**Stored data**
[Start of Attachment]

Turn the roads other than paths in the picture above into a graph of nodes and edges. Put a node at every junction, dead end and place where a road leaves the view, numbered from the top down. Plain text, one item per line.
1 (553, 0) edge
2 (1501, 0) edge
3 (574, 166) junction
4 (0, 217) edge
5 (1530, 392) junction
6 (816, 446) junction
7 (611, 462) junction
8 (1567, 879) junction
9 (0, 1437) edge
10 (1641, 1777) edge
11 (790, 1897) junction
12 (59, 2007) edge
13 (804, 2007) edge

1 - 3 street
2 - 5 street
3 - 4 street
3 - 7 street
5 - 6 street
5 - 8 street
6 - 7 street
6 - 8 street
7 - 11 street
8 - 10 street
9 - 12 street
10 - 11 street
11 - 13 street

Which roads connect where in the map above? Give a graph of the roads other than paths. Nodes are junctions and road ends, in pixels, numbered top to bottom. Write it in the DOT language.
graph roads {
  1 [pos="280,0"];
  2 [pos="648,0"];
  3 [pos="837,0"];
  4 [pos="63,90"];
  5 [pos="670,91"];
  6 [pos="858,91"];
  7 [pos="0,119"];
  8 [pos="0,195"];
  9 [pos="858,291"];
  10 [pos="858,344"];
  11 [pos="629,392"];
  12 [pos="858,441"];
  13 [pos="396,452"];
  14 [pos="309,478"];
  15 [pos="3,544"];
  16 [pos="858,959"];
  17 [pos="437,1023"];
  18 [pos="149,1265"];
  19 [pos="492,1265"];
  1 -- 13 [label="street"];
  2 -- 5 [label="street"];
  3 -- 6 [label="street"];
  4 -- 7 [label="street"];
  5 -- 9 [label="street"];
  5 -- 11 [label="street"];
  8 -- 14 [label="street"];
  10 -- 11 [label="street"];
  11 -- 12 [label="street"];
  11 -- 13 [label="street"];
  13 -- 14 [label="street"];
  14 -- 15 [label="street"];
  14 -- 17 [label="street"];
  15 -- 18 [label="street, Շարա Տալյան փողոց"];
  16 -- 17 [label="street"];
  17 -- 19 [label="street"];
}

[End of Attachment]

**WORK REQUEST**
What is needed is an exact transcription of every record above.

**EXERCISE ANSWER**
Turn the roads other than paths in the picture above into a graph of nodes and edges. Put a node at every junction, dead end and place where a road leaves the view, numbered from the top down. Plain text, one item per line.
1 (553, 0) edge
2 (1501, 0) edge
3 (574, 166) junction
4 (0, 217) edge
5 (1530, 392) junction
6 (816, 446) junction
7 (611, 462) junction
8 (1567, 879) junction
9 (0, 1437) edge
10 (1641, 1777) edge
11 (790, 1897) junction
12 (59, 2007) edge
13 (804, 2007) edge

1 - 3 street
2 - 5 street
3 - 4 street
3 - 7 street
5 - 6 street
5 - 8 street
6 - 7 street
6 - 8 street
7 - 11 street
8 - 10 street
9 - 12 street
10 - 11 street
11 - 13 street

Which roads connect where in the map above? Give a graph of the roads other than paths. Nodes are junctions and road ends, in pixels, numbered top to bottom. Write it in the DOT language.
graph roads {
  1 [pos="280,0"];
  2 [pos="648,0"];
  3 [pos="837,0"];
  4 [pos="63,90"];
  5 [pos="670,91"];
  6 [pos="858,91"];
  7 [pos="0,119"];
  8 [pos="0,195"];
  9 [pos="858,291"];
  10 [pos="858,344"];
  11 [pos="629,392"];
  12 [pos="858,441"];
  13 [pos="396,452"];
  14 [pos="309,478"];
  15 [pos="3,544"];
  16 [pos="858,959"];
  17 [pos="437,1023"];
  18 [pos="149,1265"];
  19 [pos="492,1265"];
  1 -- 13 [label="street"];
  2 -- 5 [label="street"];
  3 -- 6 [label="street"];
  4 -- 7 [label="street"];
  5 -- 9 [label="street"];
  5 -- 11 [label="street"];
  8 -- 14 [label="street"];
  10 -- 11 [label="street"];
  11 -- 12 [label="street"];
  11 -- 13 [label="street"];
  13 -- 14 [label="street"];
  14 -- 15 [label="street"];
  14 -- 17 [label="street"];
  15 -- 18 [label="street, Շարա Տալյան փողոց"];
  16 -- 17 [label="street"];
  17 -- 19 [label="street"];
}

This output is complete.